Après avoir présenté ces 14 points (qui ne sont qu’une petite partie de la carte des activités d’une personne qui anime une communauté de recherche), j’ai alors demandé aux 25 personnes présentes si elles voyaient des analogies entre les rôles de l’animateur et celui du consultant en gestion. Et c’est là, vraiment, que le feu a pris !
Assez rapidement, plusieurs ont souligné l’importance, pour leur travail, de tenir compte du contexte, de faire penser leurs clients, de ne pas se présenter comme celui ou celle qui sait, d’être un facilitateur et non un «apporteur de réponses», d’être une personne qui, étant à l’écoute, donne l’occasion aux clients de construire leurs propres points de vue. Certaines personnes ont tenu aussi à souligner l’importance de penser de façon rigoureuse, de conduire leurs clients à reconnaître que certains arguments qu’ils développent ne tiennent pas la route, le cas échéant. D’autres ont ajouté qu’il est important d’aimer, en tous cas, de prendre soin de ses clients, que la pensée attentive est tout aussi importante que la pensée critique et créative. Plusieurs ont souligné l’importance de donner à chacun le temps de prendre en considération l’histoire (longue ou courte) de l’entreprise, de prendre le temps de partager leur lecture de cette histoire. D’autres encore ont partagé leur souci de développer une attitude de neutralité, n’étant pas dans une entreprise pour la changer mais pour aider ceux qui veulent modifier leur situation à trouver, par eux-mêmes, les solutions aux problèmes qu’ils rencontrent. Une personne a longuement insisté sur l’importance de savoir observer ce qui se passe entre ses clients. Être à l’écoute, active a rajouté un consultant, c’est savoir voir ce qui se passe.

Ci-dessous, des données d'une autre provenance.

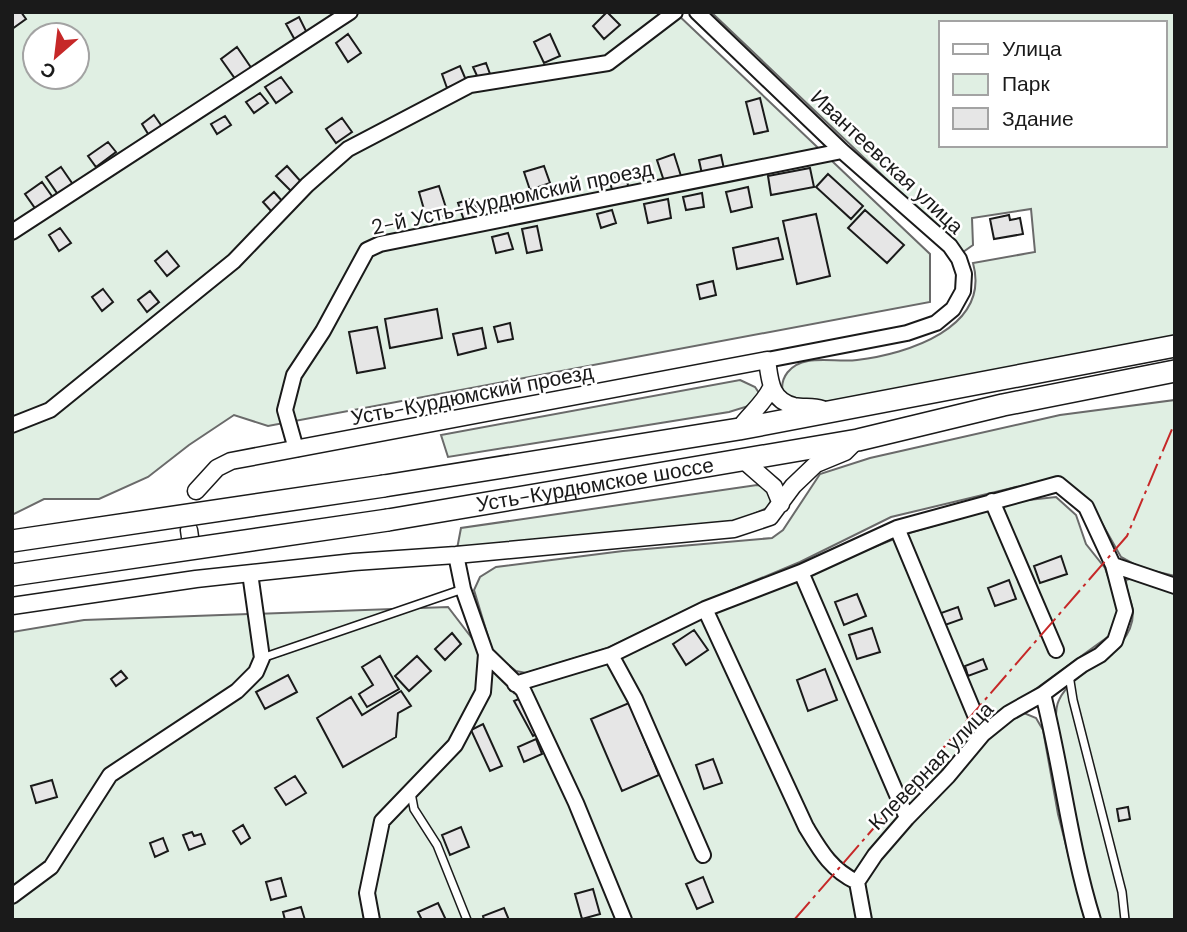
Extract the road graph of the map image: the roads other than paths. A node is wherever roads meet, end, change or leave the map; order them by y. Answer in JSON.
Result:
{"nodes":[{"id":1,"x":349,"y":12,"type":"edge"},
{"id":2,"x":675,"y":12,"type":"edge"},
{"id":3,"x":697,"y":12,"type":"edge"},
{"id":4,"x":842,"y":151,"type":"junction"},
{"id":5,"x":12,"y":232,"type":"edge"},
{"id":6,"x":1175,"y":346,"type":"edge"},
{"id":7,"x":767,"y":360,"type":"junction"},
{"id":8,"x":1175,"y":370,"type":"edge"},
{"id":9,"x":771,"y":388,"type":"junction"},
{"id":10,"x":828,"y":411,"type":"junction"},
{"id":11,"x":12,"y":425,"type":"edge"},
{"id":12,"x":739,"y":429,"type":"junction"},
{"id":13,"x":858,"y":440,"type":"junction"},
{"id":14,"x":296,"y":449,"type":"junction"},
{"id":15,"x":742,"y":459,"type":"junction"},
{"id":16,"x":196,"y":491,"type":"dead end"},
{"id":17,"x":992,"y":501,"type":"junction"},
{"id":18,"x":781,"y":505,"type":"junction"},
{"id":19,"x":897,"y":528,"type":"junction"},
{"id":20,"x":12,"y":541,"type":"edge"},
{"id":21,"x":456,"y":555,"type":"junction"},
{"id":22,"x":1113,"y":565,"type":"junction"},
{"id":23,"x":801,"y":572,"type":"junction"},
{"id":24,"x":250,"y":573,"type":"junction"},
{"id":25,"x":12,"y":575,"type":"edge"},
{"id":26,"x":1175,"y":586,"type":"edge"},
{"id":27,"x":463,"y":589,"type":"junction"},
{"id":28,"x":12,"y":606,"type":"edge"},
{"id":29,"x":705,"y":610,"type":"junction"},
{"id":30,"x":1056,"y":650,"type":"dead end"},
{"id":31,"x":486,"y":654,"type":"junction"},
{"id":32,"x":611,"y":654,"type":"junction"},
{"id":33,"x":262,"y":658,"type":"junction"},
{"id":34,"x":1069,"y":674,"type":"junction"},
{"id":35,"x":515,"y":684,"type":"junction"},
{"id":36,"x":1043,"y":694,"type":"junction"},
{"id":37,"x":984,"y":734,"type":"junction"},
{"id":38,"x":410,"y":790,"type":"junction"},
{"id":39,"x":907,"y":818,"type":"junction"},
{"id":40,"x":703,"y":855,"type":"dead end"},
{"id":41,"x":857,"y":882,"type":"junction"},
{"id":42,"x":12,"y":896,"type":"edge"},
{"id":43,"x":372,"y":920,"type":"edge"},
{"id":44,"x":467,"y":920,"type":"edge"},
{"id":45,"x":624,"y":920,"type":"edge"},
{"id":46,"x":863,"y":920,"type":"edge"},
{"id":47,"x":1093,"y":920,"type":"edge"},
{"id":48,"x":1125,"y":920,"type":"edge"}],
"edges":[{"from":1,"to":5,"type":"street"},
{"from":2,"to":11,"type":"street"},
{"from":3,"to":4,"type":"street","name":"Ивантеевская улица"},
{"from":4,"to":7,"type":"street","name":"Ивантеевская улица"},
{"from":4,"to":14,"type":"street","name":"2-й Усть-Курдюмский проезд"},
{"from":6,"to":10,"type":"main road","name":"Усть-Курдюмское шоссе"},
{"from":7,"to":9,"type":"street"},
{"from":7,"to":14,"type":"street","name":"Усть-Курдюмский проезд"},
{"from":8,"to":13,"type":"main road","name":"Усть-Курдюмское шоссе"},
{"from":9,"to":10,"type":"street"},
{"from":9,"to":12,"type":"street"},
{"from":10,"to":12,"type":"main road","name":"Усть-Курдюмское шоссе"},
{"from":12,"to":20,"type":"main road","name":"Усть-Курдюмское шоссе","bridge":true},
{"from":13,"to":15,"type":"main road","name":"Усть-Курдюмское шоссе"},
{"from":13,"to":18,"type":"street"},
{"from":14,"to":16,"type":"street","name":"Усть-Курдюмский проезд"},
{"from":15,"to":18,"type":"street"},
{"from":15,"to":25,"type":"main road","name":"Усть-Курдюмское шоссе","bridge":true},
{"from":17,"to":19,"type":"street"},
{"from":17,"to":22,"type":"street","name":"Клеверная улица"},
{"from":17,"to":30,"type":"street"},
{"from":18,"to":21,"type":"street"},
{"from":19,"to":23,"type":"street"},
{"from":19,"to":37,"type":"street"},
{"from":21,"to":24,"type":"street"},
{"from":21,"to":27,"type":"street"},
{"from":22,"to":26,"type":"street"},
{"from":22,"to":34,"type":"street","name":"Клеверная улица"},
{"from":23,"to":29,"type":"street"},
{"from":23,"to":39,"type":"street"},
{"from":24,"to":28,"type":"street"},
{"from":24,"to":33,"type":"street"},
{"from":27,"to":31,"type":"street"},
{"from":27,"to":33,"type":"lane"},
{"from":29,"to":32,"type":"street"},
{"from":29,"to":41,"type":"street"},
{"from":31,"to":35,"type":"street"},
{"from":31,"to":38,"type":"street"},
{"from":32,"to":35,"type":"street"},
{"from":32,"to":40,"type":"street"},
{"from":33,"to":42,"type":"street"},
{"from":34,"to":36,"type":"street","name":"Клеверная улица"},
{"from":34,"to":48,"type":"lane"},
{"from":35,"to":45,"type":"street"},
{"from":36,"to":37,"type":"street","name":"Клеверная улица"},
{"from":36,"to":47,"type":"street"},
{"from":37,"to":39,"type":"street","name":"Клеверная улица"},
{"from":38,"to":43,"type":"street"},
{"from":38,"to":44,"type":"lane"},
{"from":39,"to":41,"type":"street","name":"Клеверная улица"},
{"from":41,"to":46,"type":"street"}]}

Le tout s’est terminé sur une note qui m’a persuadé qu’il valait la peine de se lever ce matin là : tous semblaient d’accord pour dire que le but d’un bon consultant, c’est de permettre à ses clients de penser par et pour eux-mêmes. Mon sourire en disait sans doute long sur mon sentiment interne : il n’y a guère de différence entre un consultant en gestion et un animateur d’une communauté de recherche philosophique (avec des enfants, des adultes…), quand il s’agit d’observer attentivement le but poursuivi. Il y a des journées comme ça où l’on se dit qu’il y a tant à apprendre de tous.